The heroic tone was to sustain an entire later tradition of orchestral music – the roiling symphonic register that would be cultivated in the second quarter of the 19th century by a new generation of admired composer-pianists: Johann Nepomuk Hummel, Robert Schumann, or Louise Farrenc. Yet it is worth recalling that for others, such as Franz Schubert, who was barely 15 years old when Czerny premiered the Emperor in his native city of Vienna, Beethoven’s newly lyrical turn represented the master’s latest word. The works by Schubert on this program, composed when Waterloo was already receding into history, are barely redolent of the heroic style at all – yet Schubert was a keen emulator of Beethoven, and he would have had every reason to consider his own lyrical compositions as distinctly Beethovenian in their own way.

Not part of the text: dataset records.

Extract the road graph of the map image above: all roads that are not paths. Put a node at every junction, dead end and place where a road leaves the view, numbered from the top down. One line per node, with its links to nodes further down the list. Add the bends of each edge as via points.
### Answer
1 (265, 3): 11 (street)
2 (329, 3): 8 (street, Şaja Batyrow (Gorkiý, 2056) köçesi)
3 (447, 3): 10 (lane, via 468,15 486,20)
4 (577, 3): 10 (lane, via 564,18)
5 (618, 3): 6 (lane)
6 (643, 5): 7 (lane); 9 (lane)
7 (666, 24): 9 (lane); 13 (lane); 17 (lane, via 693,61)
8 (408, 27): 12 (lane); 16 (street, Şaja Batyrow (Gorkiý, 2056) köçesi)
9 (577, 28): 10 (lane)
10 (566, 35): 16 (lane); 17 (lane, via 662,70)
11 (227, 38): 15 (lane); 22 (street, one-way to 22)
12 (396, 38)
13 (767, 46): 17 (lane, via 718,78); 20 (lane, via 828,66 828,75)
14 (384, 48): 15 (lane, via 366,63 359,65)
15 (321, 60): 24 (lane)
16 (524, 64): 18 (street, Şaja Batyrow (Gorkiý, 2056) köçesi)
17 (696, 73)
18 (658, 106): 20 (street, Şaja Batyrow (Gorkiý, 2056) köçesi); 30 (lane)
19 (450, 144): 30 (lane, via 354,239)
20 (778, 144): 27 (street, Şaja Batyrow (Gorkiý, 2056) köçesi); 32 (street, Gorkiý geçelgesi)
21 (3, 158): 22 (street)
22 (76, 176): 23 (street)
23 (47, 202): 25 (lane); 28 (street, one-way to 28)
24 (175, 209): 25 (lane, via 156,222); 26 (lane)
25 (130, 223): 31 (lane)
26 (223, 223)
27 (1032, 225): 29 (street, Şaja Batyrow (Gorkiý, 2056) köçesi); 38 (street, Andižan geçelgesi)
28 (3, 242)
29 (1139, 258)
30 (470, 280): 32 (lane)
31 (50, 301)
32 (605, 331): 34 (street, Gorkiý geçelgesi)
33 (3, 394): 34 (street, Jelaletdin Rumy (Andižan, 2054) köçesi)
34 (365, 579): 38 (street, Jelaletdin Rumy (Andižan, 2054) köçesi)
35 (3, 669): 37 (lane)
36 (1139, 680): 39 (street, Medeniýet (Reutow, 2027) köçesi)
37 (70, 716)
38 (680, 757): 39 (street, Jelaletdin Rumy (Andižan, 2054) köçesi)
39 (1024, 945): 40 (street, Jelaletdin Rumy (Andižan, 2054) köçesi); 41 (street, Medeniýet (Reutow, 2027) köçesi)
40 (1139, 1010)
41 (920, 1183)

Here is something else that Beethoven’s last piano concerto has to teach us, with its profound contrasts, its swerves between inner and outer worlds, its wild virtuosity, its delicate lyricism, and its tentative improvisations. Even though, as Dahlhaus believed, much 19th-century concert music has orbited around Beethoven, it turns out that there is a whole skyful of Beethovens to choose from. Yes, the heroic style is still the most recognisable Beethovenian voice – if only because, as in the opening bars of the Emperor, it is the one that grabs us by the lapels and demands our attention. But if we listen carefully at the door, we may overhear more voices than we were expecting.